Some companies have elevated the natural trend by launching products with ethically sourced ingredients. According to the Mintel Global New Products Database (GNPD), 23 organic carbonated soft drinks were introduced between March 2006 and March 2007. To date, most of these products have been marketed by smaller, niche manufacturers, but opportunities in the organic CSD space could attract the attention of major beverage companies. Another emerging trend among ethically sourced sodas is Fairtrade ingredients. Fairtrade is a movement committed to providing fair wages and working conditions to producers in the developing world. Fairtrade-certified ingredients are most commonly associated with coffee and tea, but they have begun appearing in U.S. CSDs. In 2007, two notable introductions included JavaPop, made with Fairtrade coffee, and The Healthy Beverage Co.’s Steaz Green Tea Soda line, containing Fairtrade ingredients.

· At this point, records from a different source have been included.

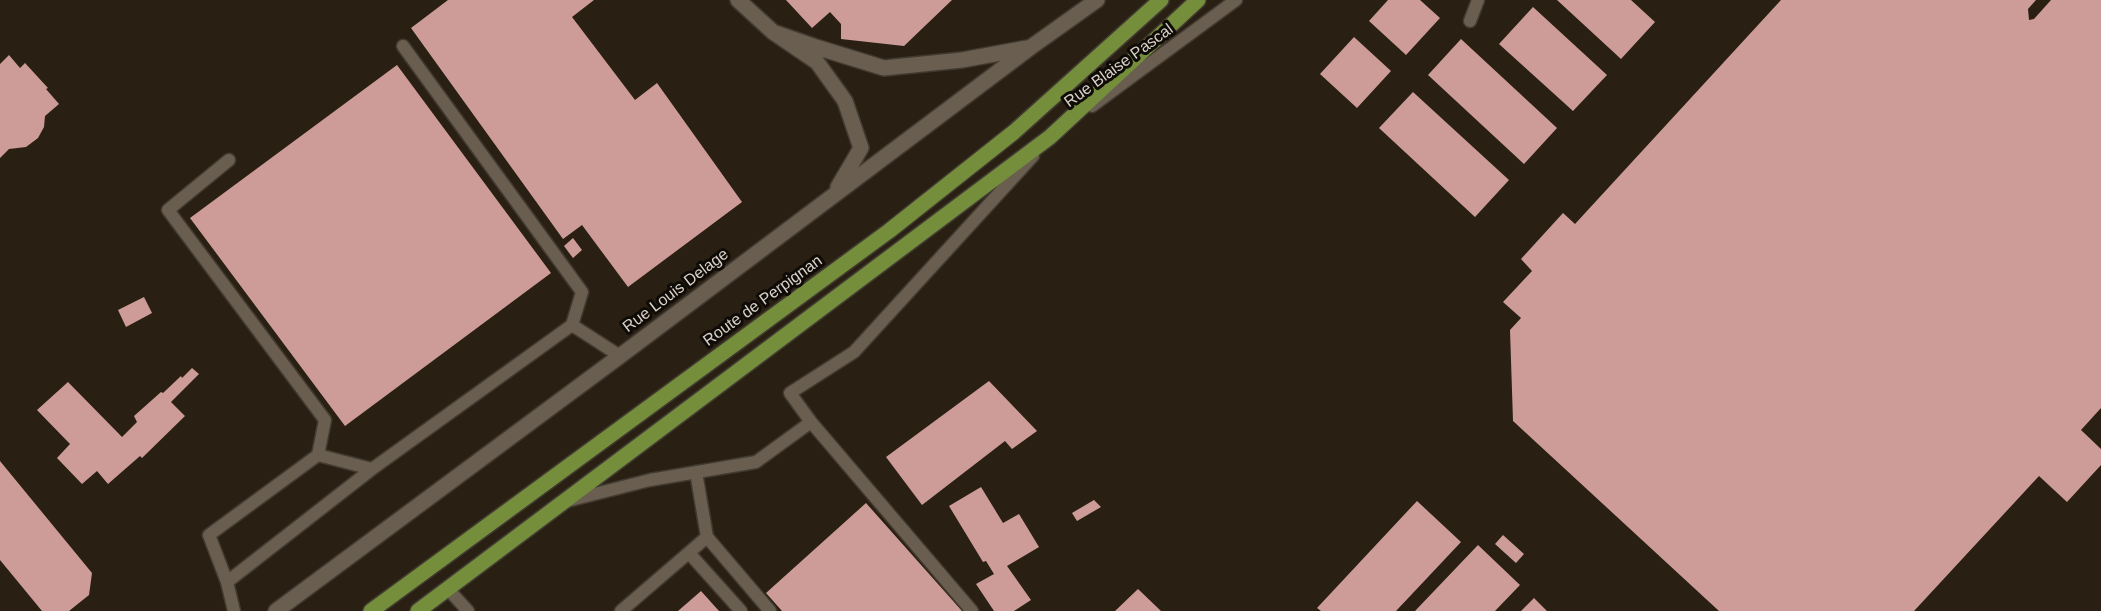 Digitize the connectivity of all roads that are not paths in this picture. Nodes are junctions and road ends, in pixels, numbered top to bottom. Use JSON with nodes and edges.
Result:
{"nodes":[{"id":1,"x":738,"y":0,"type":"edge"},
{"id":2,"x":1097,"y":0,"type":"edge"},
{"id":3,"x":1161,"y":0,"type":"edge"},
{"id":4,"x":1198,"y":0,"type":"edge"},
{"id":5,"x":1236,"y":0,"type":"edge"},
{"id":6,"x":1478,"y":0,"type":"edge"},
{"id":7,"x":1470,"y":21,"type":"dead end"},
{"id":8,"x":773,"y":32,"type":"junction"},
{"id":9,"x":403,"y":46,"type":"dead end"},
{"id":10,"x":1031,"y":47,"type":"junction"},
{"id":11,"x":1050,"y":137,"type":"junction"},
{"id":12,"x":230,"y":160,"type":"dead end"},
{"id":13,"x":834,"y":194,"type":"junction"},
{"id":14,"x":572,"y":325,"type":"junction"},
{"id":15,"x":620,"y":356,"type":"junction"},
{"id":16,"x":811,"y":422,"type":"junction"},
{"id":17,"x":318,"y":455,"type":"junction"},
{"id":18,"x":372,"y":469,"type":"junction"},
{"id":19,"x":696,"y":472,"type":"junction"},
{"id":20,"x":565,"y":502,"type":"junction"},
{"id":21,"x":707,"y":537,"type":"junction"},
{"id":22,"x":689,"y":553,"type":"junction"},
{"id":23,"x":226,"y":582,"type":"junction"},
{"id":24,"x":448,"y":589,"type":"junction"},
{"id":25,"x":234,"y":611,"type":"edge"},
{"id":26,"x":276,"y":611,"type":"edge"},
{"id":27,"x":371,"y":611,"type":"edge"},
{"id":28,"x":418,"y":611,"type":"edge"},
{"id":29,"x":468,"y":611,"type":"edge"},
{"id":30,"x":621,"y":611,"type":"edge"},
{"id":31,"x":741,"y":611,"type":"edge"},
{"id":32,"x":770,"y":611,"type":"edge"},
{"id":33,"x":972,"y":611,"type":"edge"}],
"edges":[{"from":1,"to":8,"type":"street"},
{"from":2,"to":10,"type":"street","name":"Rue Louis Delage"},
{"from":3,"to":27,"type":"main road","name":"Route de Perpignan"},
{"from":4,"to":11,"type":"main road"},
{"from":5,"to":11,"type":"lane","name":"Rue Blaise Pascal"},
{"from":6,"to":7,"type":"lane"},
{"from":8,"to":10,"type":"street"},
{"from":8,"to":13,"type":"street"},
{"from":9,"to":14,"type":"lane"},
{"from":10,"to":13,"type":"street","name":"Rue Louis Delage"},
{"from":11,"to":16,"type":"lane","name":"Rue Blaise Pascal"},
{"from":11,"to":20,"type":"main road"},
{"from":12,"to":17,"type":"lane"},
{"from":13,"to":15,"type":"street","name":"Rue Louis Delage"},
{"from":14,"to":15,"type":"lane"},
{"from":14,"to":18,"type":"lane"},
{"from":15,"to":26,"type":"street","name":"Rue Louis Delage"},
{"from":16,"to":19,"type":"lane"},
{"from":16,"to":33,"type":"lane"},
{"from":17,"to":18,"type":"lane"},
{"from":17,"to":23,"type":"lane"},
{"from":18,"to":23,"type":"lane"},
{"from":19,"to":20,"type":"lane"},
{"from":19,"to":21,"type":"lane"},
{"from":20,"to":24,"type":"main road"},
{"from":21,"to":22,"type":"lane"},
{"from":21,"to":32,"type":"lane"},
{"from":22,"to":30,"type":"lane"},
{"from":22,"to":31,"type":"lane"},
{"from":23,"to":25,"type":"lane"},
{"from":24,"to":28,"type":"main road"},
{"from":24,"to":29,"type":"lane"}]}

Juice-based carbonated soft drinks have also gained traction with American consumers. In 2006 Pepsi purchased Izze, a line of sparkling juice beverages, and dramatically raised its visibility and distribution. Smaller players including ESSN and Apple & Eve’s Fizz Ed have also been extremely innovative in developing sparkling beverages with fruit juice bases. While some products have added fruit juice into their formulations, others have leveraged the “healthy halo” that superfruits provide by incorporating them as CSD flavors. Pomegranate has become a go-to flavor for small and large companies alike, as evidenced by 7-Up’s limited-edition launch of its Pomegranate Soft Drink during the 2007 holiday season.

Several years ago it would have been difficult to imagine a mainstream CSD marketed on a functional platform. But in 2006, Coca-Cola took a health and wellness risk by introducing Diet Coke Plus fortified with vitamins and minerals. Other brands have followed suit including Ardea Beverage Company’s Airforce Nutrisoda. This line of carbonated soft drinks contains 15 calories and is fortified with soluble dietary fiber, L-glutamine, L-arginine and B-complex vitamins. Even more groundbreaking has been Enviga, the joint venture between Nestlé and Coca-Cola. This sparkling green tea contains EGCG, an ingredient claimed to aid in weight loss. Although the efficacy of Enviga has been widely debated by consumers, advocacy groups and the beverage industry, the product has spawned a number of copy-cats that replicate its formula and benefits.